Bar Video Game Raises Legal Questions

Despite a recent controversy over the legality of a new video game popping up in bars across the state, local bar owners indicate they don't intend to abandon it unless it is proven to be illegal.

Rick Svoboda, co-owner of the Hide-Away, 1104 W. J St., said he has two Bank Shot games in the bar. While the game doesn't make money every day, he said they have helped keep the bar in the black. Svoboda said he called the vendor in February or March and asked to bring in the game after he saw competing businesses with the game.

"It can be good for a bar," he said. "It's worth having them in."

While the additional revenue source helps the bottom line in the current economic situation, he said if the games are ruled illegal, they would be shut down and removed.

In Nebraska, games that are purely based on luck are illegal unless voted in through an election, such as keno, horse racing and pull tab cards. Games that based on skill are legal.

Bank Shot is a touch-screen game that shows players patterns on a 3-by-3 grid of numbered balls. Players press a button to start and stop the game, attempting to stop on a winning pattern. There are 30,000 patterns built into the game with about 27 patterns shown in each minute of play.

Each play wagers between 25 cents and $4 in hopes of winning a progressive jackpot that increases as the game is played across the state. This morning, the highest jackpot amount was $17,000. The vendors of the game say it is a game of skill.

Carlie Cleveland, manager at Disabled American Veterans, 302 S. Elm Ave., said the game has been crucial to supplementing lost income after the statewide indoor smoking ban drove smoking customers to other establishments with outdoor drinking areas.

It helps pay the bills," he said. "At first, it was a little shaky, but it seems to have settled a bit so we're making money."

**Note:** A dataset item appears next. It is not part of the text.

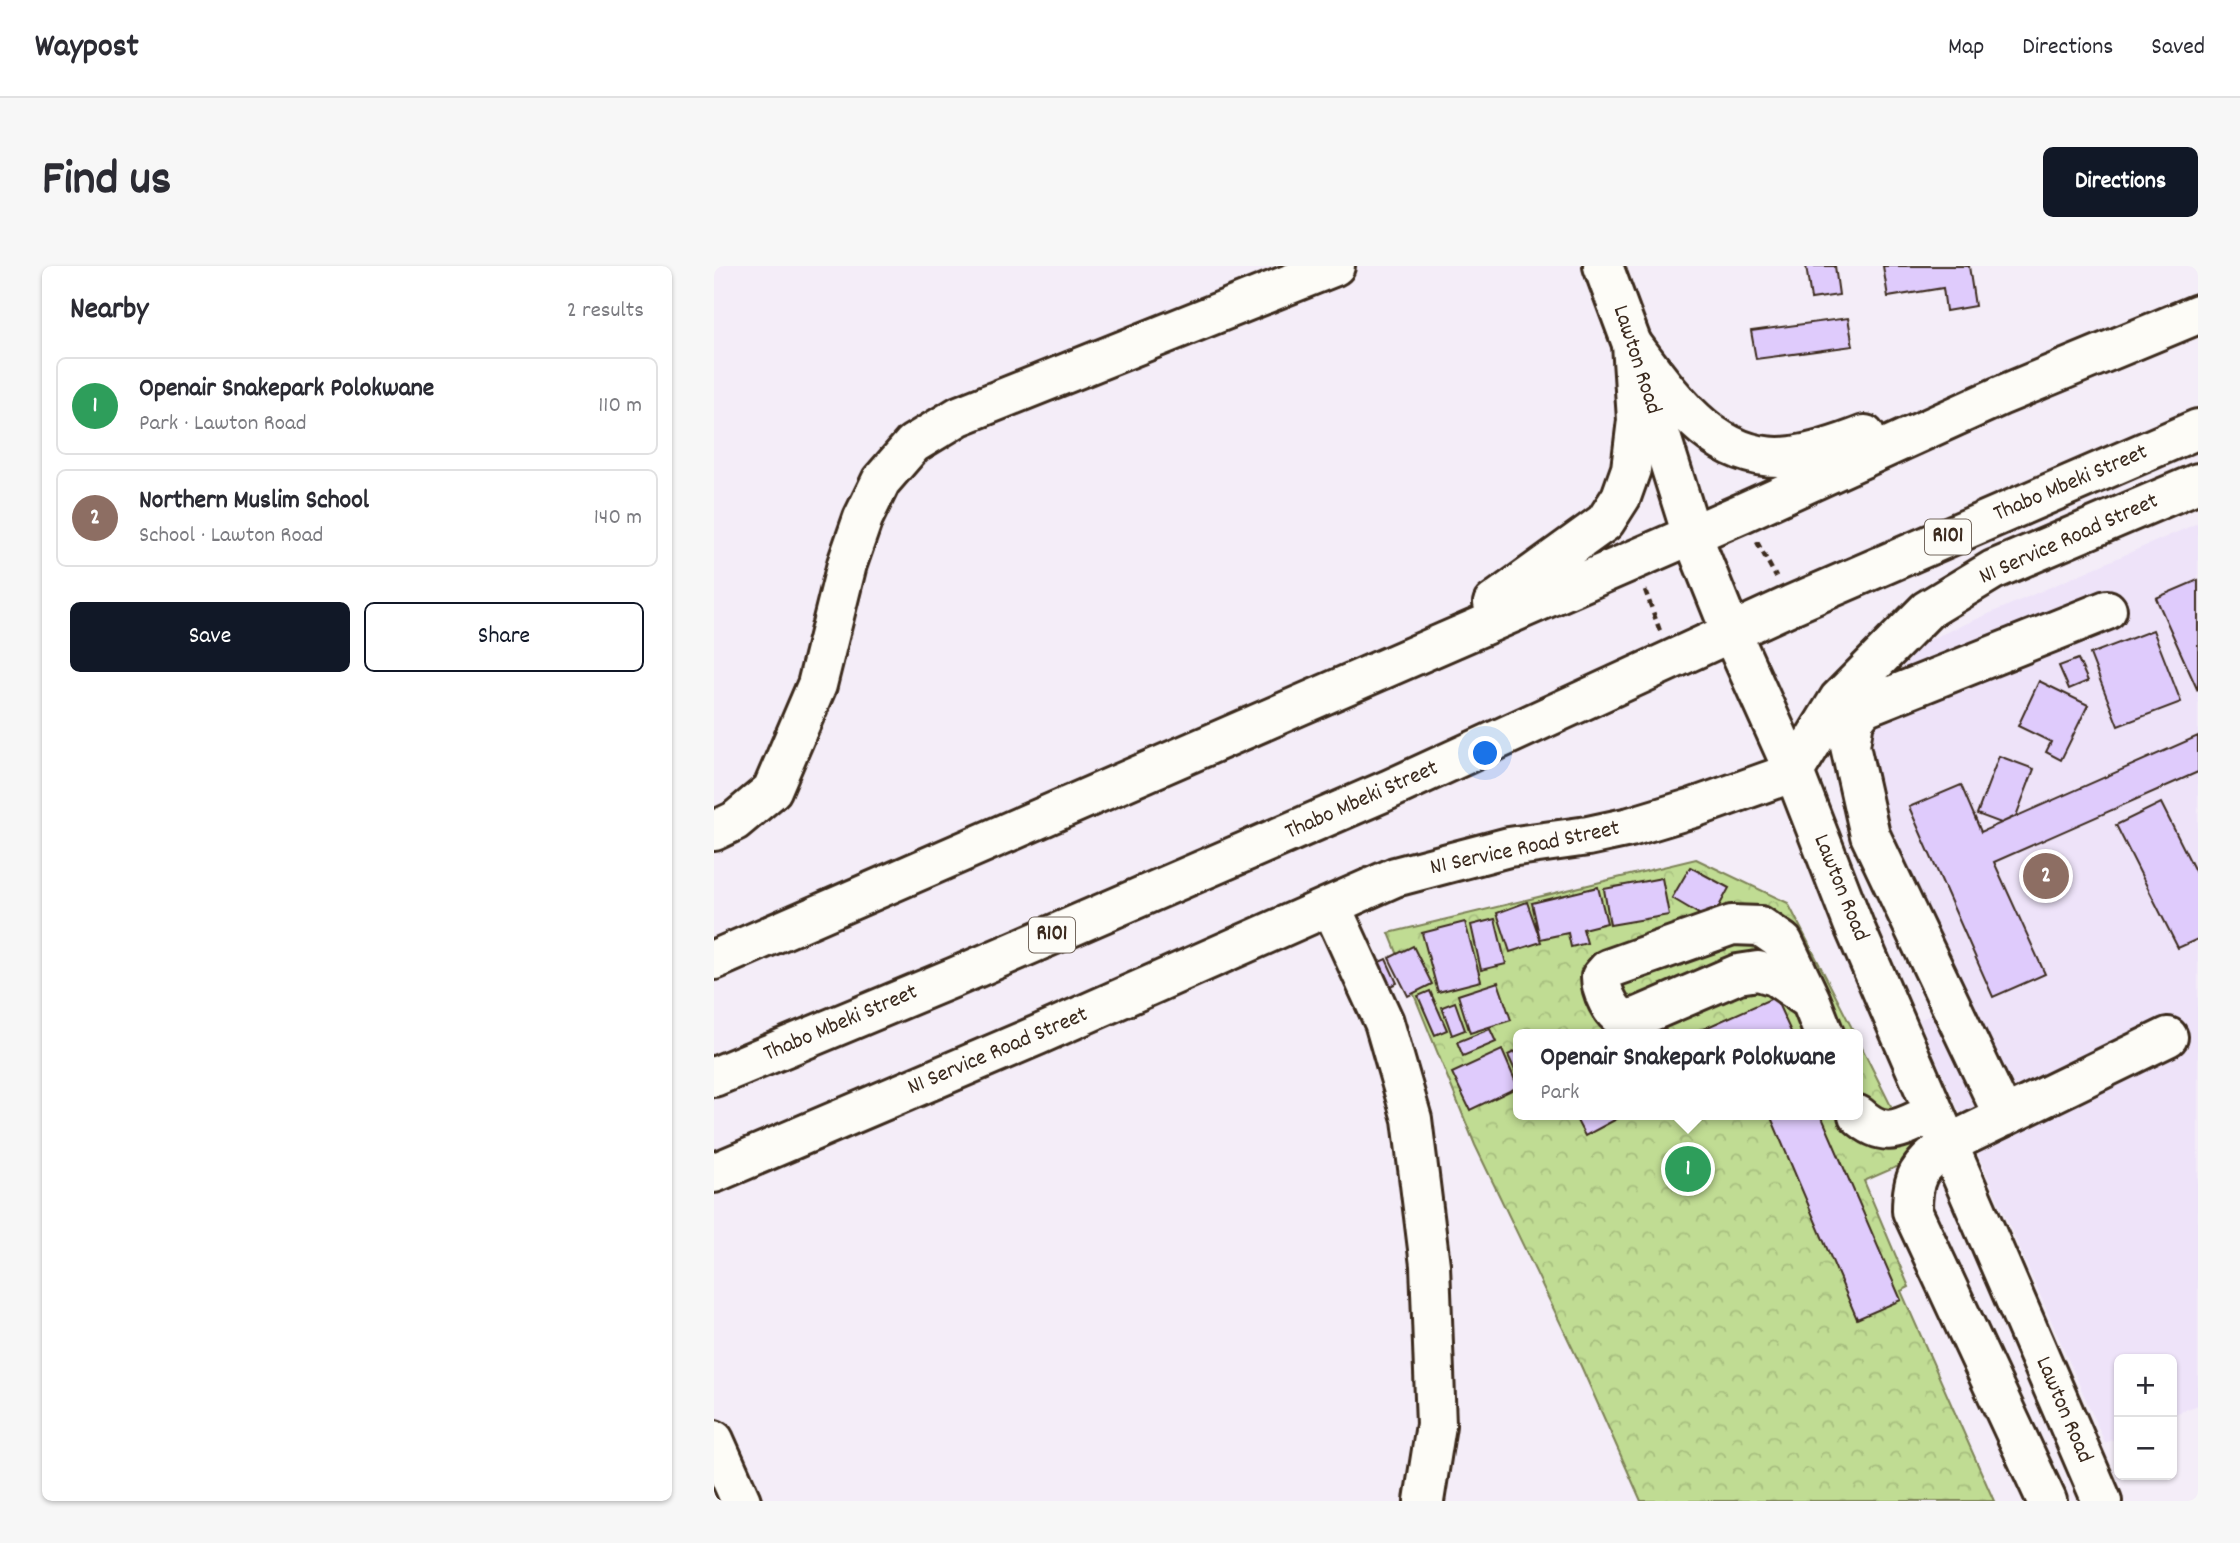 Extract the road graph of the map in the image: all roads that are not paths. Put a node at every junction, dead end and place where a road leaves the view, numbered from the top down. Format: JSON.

Cleveland said he has been awaiting rulings about the game and plans to keep the machines in the business unless they are ruled illegal.

The Nebraska State Patrol confiscated two games from Grand Island's Fonner Park Keno in January so they could be tested, according to previous news reports. Lt. Dennis Leornard of the Nebraska State Patrol said he couldn't provide information about the seizure.

Patrol spokesman Mike Meyer said, "We consider this an ongoing investigation to determine if these are games of skill or chance. The state patrol is supportive of the interim study by the Legislature as a venue that can sort out issues pertaining to Bank Shot and other forms of gambling."

The machines are back in play at Fonner Park, lending proof to game designer John Fox's assertion that the game is legal.

Fox, president of American Amusements Inc. of Bellevue, said Bank Shot was specifically designed with Nebraska's gaming laws in mind. Before the game was released, Fox said it was examined by Eclipse Compliance Testing in Ohio, which reported that the game is based on skill.

Fox said the game has been tested at three different facilities and he has seen no indication that it has been determined to be a game of chance.

He said the game is similar to others seen at county fairs and arcades, like a circle of light bulbs in which a player wins if the button is pushed at the right point. He said the reason Bank Shot has garnered so much attention is that i has been placed in bars and taverns.

"I think it's because we put it in adult places," he said.